Vor ein paar Jahren besuchte ich ein Oberstufengymnasium, das nach einem der größten deutschen Philosophen benannt war. (Die Schule fusionierte inzwischen mit einer anderen.)
Meine Freude war groß, als ich ein Protestschreiben der SV gegen die beabsichtigte Schließung der Bibliothek am Schwarzen Brett las. Sie organisierte sogar eine Unterschriftensammlung.

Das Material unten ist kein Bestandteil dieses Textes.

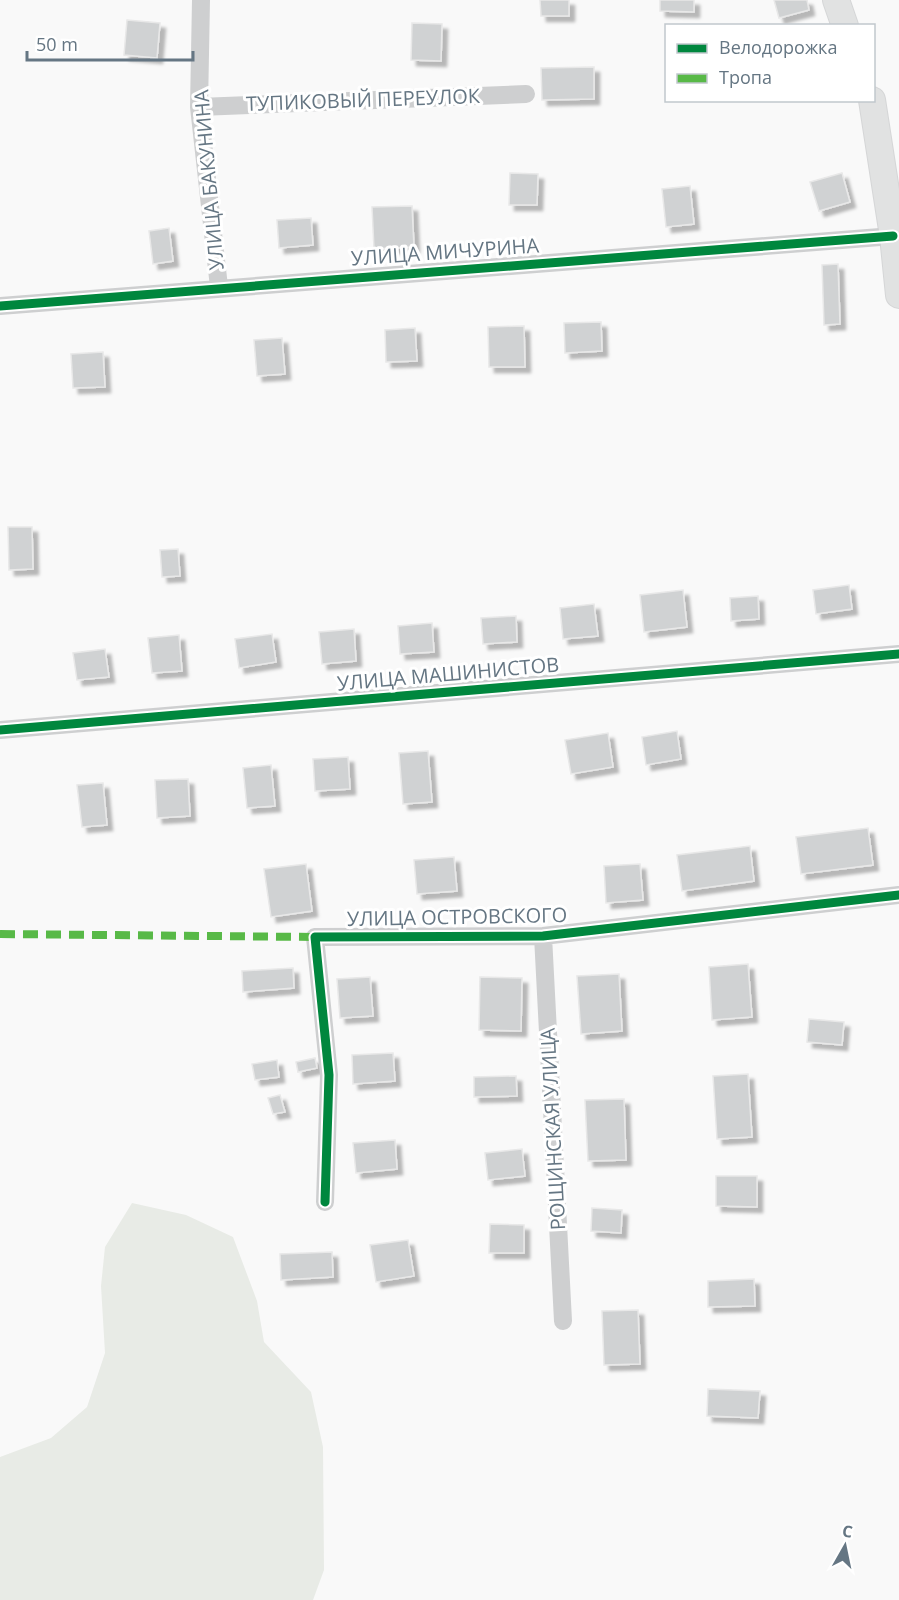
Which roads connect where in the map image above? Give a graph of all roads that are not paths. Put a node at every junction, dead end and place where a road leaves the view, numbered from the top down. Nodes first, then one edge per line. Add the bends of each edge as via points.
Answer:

Einen Dämpfer bekam meine Freude, als die Bibliothekslehrerin erzählte, dass sie den Schülerinnen und Schülern, die in der Schulbibliothek vor allem eine Caféteria sahen, zum wiederholten Male das Essen und Trinken untersagt hatte und dabei auch die Schließung androhte.
Daran musste ich denken, als ich die Fotos von der Bibliothek der Universität von Valparaiso, Indiana, USA, einer privaten, lutherischen Institution, sah.

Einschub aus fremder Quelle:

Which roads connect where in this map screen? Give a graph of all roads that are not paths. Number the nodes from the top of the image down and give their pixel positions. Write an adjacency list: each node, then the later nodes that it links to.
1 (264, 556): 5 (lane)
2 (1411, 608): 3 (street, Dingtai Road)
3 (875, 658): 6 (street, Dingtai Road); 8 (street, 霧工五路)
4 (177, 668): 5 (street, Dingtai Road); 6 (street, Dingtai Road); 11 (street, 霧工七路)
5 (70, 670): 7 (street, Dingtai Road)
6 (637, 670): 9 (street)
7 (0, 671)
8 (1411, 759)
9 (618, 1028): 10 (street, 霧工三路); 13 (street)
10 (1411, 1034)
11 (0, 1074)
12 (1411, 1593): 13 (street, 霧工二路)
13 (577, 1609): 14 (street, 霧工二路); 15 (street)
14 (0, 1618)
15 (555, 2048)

So könnte auch die Bibliothek einer großen Schule mit 2 bis 3000 Schüler/innen aussehen. Mit Räumen, in denen man sich wohlfühlt, mit Orten, an denen man auch essen und trinken kann.
Natürlich gehört zu einer Schulbibliothek, die Schülern und Lehrern das Lernen und Lehren erleichtern soll, mehr als eine gute Espressomaschine. Aber die eben auch.
Der 1. Stock dieser UB würde mir als Schulbibliothek schon ausreichen.